-- What you need to do --
Every entry below should be written out exactly, and no image should appear.

-- Provided material --
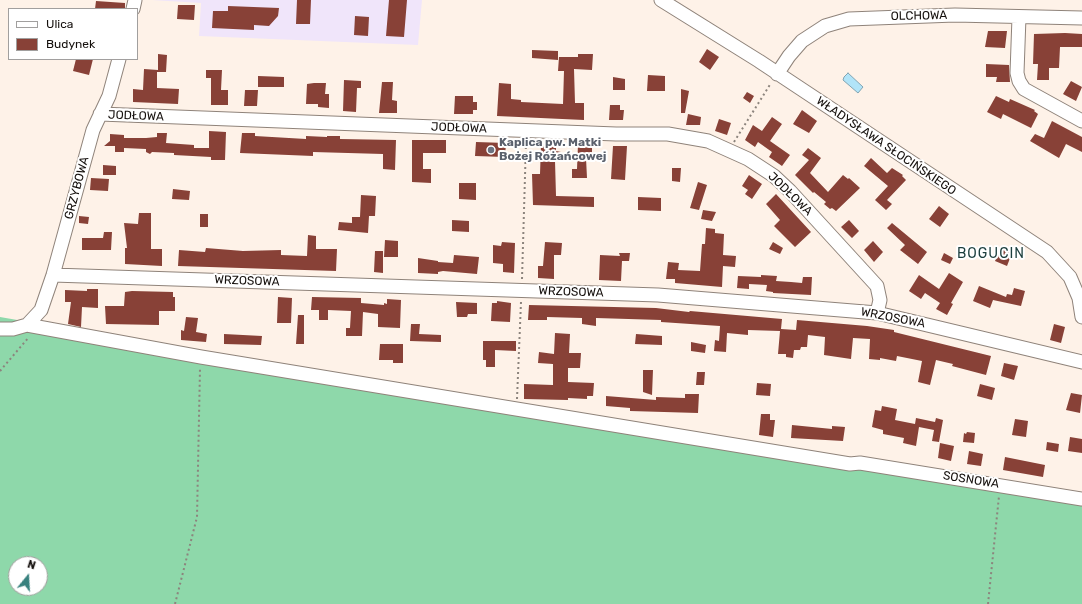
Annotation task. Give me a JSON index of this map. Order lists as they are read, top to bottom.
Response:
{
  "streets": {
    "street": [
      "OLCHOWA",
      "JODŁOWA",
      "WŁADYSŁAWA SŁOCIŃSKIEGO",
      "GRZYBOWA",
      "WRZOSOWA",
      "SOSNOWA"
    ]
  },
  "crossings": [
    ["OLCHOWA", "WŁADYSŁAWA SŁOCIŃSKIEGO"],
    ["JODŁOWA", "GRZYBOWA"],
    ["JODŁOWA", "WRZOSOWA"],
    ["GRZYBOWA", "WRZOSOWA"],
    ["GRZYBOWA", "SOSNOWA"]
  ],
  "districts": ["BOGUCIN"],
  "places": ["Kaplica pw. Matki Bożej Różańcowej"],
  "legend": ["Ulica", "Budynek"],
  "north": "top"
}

-- Written response --
Annotation task. Give me a JSON index of this map. Order lists as they are read, top to bottom.
Response:
{
  "streets": {
    "street": [
      "OLCHOWA",
      "JODŁOWA",
      "WŁADYSŁAWA SŁOCIŃSKIEGO",
      "GRZYBOWA",
      "WRZOSOWA",
      "SOSNOWA"
    ]
  },
  "crossings": [
    ["OLCHOWA", "WŁADYSŁAWA SŁOCIŃSKIEGO"],
    ["JODŁOWA", "GRZYBOWA"],
    ["JODŁOWA", "WRZOSOWA"],
    ["GRZYBOWA", "WRZOSOWA"],
    ["GRZYBOWA", "SOSNOWA"]
  ],
  "districts": ["BOGUCIN"],
  "places": ["Kaplica pw. Matki Bożej Różańcowej"],
  "legend": ["Ulica", "Budynek"],
  "north": "top"
}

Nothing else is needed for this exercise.